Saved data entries
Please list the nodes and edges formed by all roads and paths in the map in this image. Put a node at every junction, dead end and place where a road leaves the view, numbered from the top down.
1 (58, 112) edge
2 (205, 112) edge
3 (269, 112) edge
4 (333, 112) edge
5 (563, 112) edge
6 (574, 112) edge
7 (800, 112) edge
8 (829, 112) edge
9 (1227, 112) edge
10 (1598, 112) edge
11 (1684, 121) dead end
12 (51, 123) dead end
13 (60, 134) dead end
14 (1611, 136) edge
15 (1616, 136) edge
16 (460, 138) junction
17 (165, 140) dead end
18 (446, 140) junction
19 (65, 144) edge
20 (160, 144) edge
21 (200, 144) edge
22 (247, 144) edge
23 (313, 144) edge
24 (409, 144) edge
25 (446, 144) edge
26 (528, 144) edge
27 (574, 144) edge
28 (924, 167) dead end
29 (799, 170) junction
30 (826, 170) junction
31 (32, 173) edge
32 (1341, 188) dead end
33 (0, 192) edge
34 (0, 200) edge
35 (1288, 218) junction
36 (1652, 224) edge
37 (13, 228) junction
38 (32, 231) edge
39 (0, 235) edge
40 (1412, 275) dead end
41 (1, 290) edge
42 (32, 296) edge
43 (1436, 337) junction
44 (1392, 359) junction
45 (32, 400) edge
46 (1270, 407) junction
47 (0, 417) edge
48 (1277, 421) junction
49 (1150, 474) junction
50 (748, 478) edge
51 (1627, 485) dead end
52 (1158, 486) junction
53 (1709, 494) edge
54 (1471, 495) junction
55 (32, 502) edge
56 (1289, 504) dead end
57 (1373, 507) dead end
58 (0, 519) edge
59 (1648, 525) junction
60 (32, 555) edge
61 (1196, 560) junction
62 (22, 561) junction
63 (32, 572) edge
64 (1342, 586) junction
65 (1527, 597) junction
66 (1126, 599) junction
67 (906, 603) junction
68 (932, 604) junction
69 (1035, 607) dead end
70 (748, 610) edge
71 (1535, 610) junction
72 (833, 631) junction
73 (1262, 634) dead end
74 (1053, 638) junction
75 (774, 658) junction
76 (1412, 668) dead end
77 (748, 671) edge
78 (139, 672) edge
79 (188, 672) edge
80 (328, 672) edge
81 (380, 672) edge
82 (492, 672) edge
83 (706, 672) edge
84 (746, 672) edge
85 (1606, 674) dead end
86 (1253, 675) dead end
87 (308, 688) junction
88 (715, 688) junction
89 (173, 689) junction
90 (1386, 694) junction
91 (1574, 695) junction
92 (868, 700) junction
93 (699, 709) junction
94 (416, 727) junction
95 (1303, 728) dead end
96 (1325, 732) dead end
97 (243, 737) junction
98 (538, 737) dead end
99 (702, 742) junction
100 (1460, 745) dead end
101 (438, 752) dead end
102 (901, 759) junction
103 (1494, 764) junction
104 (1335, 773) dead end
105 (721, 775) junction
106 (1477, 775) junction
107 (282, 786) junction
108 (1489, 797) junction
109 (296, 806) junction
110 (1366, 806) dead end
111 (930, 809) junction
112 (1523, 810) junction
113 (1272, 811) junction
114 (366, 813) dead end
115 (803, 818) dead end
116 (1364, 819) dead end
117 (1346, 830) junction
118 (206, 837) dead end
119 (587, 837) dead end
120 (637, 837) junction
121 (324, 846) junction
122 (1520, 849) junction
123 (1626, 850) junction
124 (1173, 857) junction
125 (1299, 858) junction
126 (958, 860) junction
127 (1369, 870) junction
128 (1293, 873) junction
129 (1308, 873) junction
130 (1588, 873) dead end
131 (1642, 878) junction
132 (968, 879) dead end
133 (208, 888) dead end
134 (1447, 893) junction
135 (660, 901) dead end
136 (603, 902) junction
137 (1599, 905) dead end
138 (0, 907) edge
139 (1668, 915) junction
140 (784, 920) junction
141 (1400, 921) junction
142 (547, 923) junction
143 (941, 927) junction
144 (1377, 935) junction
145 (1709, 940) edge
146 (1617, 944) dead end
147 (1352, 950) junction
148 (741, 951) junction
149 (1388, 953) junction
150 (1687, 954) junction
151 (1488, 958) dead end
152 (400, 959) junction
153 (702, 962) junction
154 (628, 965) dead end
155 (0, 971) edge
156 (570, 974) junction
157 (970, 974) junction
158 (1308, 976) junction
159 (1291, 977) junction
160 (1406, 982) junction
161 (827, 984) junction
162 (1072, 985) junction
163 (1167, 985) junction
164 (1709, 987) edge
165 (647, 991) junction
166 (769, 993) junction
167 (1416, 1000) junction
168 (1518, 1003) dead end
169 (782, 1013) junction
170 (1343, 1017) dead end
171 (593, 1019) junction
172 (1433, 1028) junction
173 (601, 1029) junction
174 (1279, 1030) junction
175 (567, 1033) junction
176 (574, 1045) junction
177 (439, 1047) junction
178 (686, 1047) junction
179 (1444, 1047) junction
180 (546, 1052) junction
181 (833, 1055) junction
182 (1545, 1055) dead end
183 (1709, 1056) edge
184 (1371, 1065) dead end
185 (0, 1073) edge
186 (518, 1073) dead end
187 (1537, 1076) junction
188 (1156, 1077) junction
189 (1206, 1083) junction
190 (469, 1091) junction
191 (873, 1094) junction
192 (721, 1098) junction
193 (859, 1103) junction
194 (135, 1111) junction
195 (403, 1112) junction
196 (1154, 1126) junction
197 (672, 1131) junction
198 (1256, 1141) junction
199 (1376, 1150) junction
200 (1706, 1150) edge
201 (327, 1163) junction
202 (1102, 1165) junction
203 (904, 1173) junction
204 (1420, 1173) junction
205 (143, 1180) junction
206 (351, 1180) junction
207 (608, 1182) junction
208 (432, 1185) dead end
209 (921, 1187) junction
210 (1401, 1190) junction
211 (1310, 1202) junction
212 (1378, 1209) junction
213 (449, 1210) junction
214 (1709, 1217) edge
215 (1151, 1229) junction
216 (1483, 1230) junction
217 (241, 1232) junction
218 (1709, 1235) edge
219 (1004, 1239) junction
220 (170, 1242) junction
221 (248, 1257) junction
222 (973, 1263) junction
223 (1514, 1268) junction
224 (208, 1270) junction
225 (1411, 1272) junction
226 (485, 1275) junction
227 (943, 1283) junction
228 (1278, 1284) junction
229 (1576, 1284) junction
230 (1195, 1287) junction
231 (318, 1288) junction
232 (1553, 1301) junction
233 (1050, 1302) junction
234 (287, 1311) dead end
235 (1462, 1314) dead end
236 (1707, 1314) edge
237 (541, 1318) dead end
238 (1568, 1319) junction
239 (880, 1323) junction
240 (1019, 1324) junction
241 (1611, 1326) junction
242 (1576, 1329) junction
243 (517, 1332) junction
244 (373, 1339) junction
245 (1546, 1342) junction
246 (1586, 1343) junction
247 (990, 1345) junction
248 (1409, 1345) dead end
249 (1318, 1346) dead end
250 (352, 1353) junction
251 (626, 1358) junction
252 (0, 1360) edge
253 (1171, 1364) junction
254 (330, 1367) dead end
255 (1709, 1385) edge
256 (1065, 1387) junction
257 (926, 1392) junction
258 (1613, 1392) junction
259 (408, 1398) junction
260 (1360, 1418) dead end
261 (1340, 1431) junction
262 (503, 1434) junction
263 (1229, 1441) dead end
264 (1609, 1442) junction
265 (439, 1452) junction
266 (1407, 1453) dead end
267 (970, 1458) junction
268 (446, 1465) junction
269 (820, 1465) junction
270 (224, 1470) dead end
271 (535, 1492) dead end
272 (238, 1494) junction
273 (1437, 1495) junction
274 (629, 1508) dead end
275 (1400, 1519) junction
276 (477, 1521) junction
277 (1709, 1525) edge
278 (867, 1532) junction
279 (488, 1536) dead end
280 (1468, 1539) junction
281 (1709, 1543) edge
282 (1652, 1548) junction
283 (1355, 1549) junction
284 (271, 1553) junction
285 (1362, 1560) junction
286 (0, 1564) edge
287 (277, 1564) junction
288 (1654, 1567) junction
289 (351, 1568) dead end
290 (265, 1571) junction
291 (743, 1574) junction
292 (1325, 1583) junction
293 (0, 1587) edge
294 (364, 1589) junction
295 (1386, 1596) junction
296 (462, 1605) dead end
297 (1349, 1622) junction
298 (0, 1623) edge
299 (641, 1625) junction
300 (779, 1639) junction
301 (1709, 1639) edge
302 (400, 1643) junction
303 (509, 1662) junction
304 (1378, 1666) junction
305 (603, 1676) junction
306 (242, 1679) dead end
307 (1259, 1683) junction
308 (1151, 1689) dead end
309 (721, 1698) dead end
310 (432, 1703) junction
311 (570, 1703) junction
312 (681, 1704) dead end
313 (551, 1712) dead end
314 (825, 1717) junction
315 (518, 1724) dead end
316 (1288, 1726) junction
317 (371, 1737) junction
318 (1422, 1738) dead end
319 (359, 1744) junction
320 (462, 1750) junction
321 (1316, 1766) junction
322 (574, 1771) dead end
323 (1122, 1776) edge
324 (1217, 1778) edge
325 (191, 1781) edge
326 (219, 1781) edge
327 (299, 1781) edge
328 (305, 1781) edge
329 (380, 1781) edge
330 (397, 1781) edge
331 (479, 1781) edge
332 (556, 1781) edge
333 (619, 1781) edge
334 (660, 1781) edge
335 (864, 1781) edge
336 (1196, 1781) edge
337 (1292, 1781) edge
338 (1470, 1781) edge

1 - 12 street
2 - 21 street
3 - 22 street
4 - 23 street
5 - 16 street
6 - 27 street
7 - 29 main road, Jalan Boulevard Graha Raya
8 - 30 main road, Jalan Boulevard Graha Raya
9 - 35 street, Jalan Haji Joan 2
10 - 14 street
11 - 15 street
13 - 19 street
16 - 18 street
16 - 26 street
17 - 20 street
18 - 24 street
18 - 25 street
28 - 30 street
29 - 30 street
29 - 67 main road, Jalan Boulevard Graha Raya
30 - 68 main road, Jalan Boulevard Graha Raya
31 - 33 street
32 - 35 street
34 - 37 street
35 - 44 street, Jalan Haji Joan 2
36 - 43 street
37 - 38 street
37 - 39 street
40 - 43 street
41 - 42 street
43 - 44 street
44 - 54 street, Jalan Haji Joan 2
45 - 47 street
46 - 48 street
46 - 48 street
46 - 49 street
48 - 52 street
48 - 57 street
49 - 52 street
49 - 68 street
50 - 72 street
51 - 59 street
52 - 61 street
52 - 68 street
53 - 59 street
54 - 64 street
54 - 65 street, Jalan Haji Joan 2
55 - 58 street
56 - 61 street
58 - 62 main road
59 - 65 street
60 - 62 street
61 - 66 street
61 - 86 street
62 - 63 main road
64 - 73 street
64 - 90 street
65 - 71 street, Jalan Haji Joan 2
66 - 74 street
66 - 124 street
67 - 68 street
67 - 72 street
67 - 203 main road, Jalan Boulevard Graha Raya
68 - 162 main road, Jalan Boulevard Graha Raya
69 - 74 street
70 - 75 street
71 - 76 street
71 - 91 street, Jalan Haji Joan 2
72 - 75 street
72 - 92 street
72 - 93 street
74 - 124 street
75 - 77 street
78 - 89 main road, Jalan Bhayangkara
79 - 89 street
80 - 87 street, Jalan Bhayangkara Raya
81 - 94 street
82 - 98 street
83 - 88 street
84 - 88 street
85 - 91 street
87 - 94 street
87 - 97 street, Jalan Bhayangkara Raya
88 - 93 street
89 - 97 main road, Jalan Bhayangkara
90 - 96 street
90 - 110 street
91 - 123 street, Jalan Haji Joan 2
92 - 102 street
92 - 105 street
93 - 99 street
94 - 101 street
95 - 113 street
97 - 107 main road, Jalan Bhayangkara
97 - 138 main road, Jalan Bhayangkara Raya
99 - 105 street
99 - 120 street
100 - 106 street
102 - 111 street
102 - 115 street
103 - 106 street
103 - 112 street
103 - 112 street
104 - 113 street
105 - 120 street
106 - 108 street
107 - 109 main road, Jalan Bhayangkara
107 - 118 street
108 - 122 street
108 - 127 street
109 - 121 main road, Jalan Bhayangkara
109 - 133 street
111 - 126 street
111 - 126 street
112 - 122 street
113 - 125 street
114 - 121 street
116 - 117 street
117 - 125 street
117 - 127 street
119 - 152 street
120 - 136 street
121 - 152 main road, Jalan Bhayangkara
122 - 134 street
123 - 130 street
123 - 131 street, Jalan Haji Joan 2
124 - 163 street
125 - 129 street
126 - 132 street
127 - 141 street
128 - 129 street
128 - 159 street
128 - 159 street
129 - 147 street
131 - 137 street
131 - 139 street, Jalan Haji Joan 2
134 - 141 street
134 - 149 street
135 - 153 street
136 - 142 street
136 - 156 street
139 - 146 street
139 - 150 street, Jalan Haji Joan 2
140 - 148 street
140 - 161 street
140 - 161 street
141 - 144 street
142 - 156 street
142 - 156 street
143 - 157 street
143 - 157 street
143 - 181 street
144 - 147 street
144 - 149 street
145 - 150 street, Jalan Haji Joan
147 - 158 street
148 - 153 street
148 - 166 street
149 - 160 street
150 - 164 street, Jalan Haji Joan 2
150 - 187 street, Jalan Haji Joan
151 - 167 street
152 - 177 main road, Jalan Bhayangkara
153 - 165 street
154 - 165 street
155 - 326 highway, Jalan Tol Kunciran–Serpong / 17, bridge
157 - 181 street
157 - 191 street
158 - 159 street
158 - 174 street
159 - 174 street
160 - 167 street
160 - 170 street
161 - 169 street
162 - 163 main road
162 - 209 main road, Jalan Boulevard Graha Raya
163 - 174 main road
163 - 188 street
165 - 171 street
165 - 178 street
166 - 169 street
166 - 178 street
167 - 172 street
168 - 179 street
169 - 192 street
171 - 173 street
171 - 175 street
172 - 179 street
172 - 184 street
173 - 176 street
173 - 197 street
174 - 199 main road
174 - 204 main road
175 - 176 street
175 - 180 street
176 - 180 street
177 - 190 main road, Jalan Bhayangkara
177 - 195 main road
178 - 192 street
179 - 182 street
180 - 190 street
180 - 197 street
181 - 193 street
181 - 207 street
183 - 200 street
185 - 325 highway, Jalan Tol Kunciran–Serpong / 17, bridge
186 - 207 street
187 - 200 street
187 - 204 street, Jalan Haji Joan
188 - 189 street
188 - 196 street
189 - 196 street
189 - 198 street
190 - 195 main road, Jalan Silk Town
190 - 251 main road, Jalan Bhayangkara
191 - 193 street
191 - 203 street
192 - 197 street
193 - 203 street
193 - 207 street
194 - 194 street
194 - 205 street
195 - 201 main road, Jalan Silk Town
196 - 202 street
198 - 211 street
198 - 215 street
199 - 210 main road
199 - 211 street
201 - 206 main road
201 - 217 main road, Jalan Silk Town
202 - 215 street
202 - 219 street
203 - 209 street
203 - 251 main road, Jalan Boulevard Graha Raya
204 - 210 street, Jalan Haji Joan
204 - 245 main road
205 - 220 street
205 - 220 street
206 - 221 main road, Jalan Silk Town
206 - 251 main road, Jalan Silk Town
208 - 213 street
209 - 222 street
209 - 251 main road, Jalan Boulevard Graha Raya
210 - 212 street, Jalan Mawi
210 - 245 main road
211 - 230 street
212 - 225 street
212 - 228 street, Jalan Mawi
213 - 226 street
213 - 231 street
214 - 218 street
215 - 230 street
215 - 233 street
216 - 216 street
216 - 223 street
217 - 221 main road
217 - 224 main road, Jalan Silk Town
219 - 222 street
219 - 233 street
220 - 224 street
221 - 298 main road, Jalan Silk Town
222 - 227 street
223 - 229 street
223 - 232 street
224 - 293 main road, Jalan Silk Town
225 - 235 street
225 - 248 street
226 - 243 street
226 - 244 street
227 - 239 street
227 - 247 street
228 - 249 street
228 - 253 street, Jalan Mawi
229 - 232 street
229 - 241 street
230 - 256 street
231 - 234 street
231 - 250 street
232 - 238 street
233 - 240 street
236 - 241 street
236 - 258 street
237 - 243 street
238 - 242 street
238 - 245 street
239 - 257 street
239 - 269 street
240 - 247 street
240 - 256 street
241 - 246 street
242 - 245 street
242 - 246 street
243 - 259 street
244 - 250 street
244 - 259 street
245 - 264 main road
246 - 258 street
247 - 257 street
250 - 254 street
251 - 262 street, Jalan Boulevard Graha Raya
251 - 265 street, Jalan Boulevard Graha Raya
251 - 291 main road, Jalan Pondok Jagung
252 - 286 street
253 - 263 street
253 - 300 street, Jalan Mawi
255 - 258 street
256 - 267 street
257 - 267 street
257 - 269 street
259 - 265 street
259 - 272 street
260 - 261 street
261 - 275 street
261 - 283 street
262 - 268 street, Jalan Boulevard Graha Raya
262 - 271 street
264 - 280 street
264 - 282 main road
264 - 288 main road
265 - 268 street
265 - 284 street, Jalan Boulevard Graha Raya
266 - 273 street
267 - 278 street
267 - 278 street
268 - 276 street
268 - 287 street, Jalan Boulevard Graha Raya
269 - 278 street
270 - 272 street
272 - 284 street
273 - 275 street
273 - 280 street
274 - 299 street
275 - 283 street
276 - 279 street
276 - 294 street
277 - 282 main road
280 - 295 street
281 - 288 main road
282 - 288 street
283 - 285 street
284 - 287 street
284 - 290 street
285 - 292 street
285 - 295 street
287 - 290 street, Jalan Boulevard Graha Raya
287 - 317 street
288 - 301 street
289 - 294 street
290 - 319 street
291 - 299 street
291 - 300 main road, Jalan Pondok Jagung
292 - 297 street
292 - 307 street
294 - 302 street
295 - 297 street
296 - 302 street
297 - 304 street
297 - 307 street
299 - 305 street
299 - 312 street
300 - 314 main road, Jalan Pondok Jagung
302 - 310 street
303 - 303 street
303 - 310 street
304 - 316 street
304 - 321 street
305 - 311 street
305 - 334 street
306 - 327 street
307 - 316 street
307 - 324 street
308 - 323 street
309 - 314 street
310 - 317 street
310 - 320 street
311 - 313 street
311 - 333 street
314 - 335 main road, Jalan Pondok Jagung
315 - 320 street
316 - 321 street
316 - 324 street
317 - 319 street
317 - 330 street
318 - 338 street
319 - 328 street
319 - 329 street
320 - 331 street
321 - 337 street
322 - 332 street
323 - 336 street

# Task goal:
Where the string "Bhayangkara" turns up in a line of the data above, copy that whole line.

# Reply to the task:
78 - 89 main road, Jalan Bhayangkara
80 - 87 street, Jalan Bhayangkara Raya
87 - 97 street, Jalan Bhayangkara Raya
89 - 97 main road, Jalan Bhayangkara
97 - 107 main road, Jalan Bhayangkara
97 - 138 main road, Jalan Bhayangkara Raya
107 - 109 main road, Jalan Bhayangkara
109 - 121 main road, Jalan Bhayangkara
121 - 152 main road, Jalan Bhayangkara
152 - 177 main road, Jalan Bhayangkara
177 - 190 main road, Jalan Bhayangkara
190 - 251 main road, Jalan Bhayangkara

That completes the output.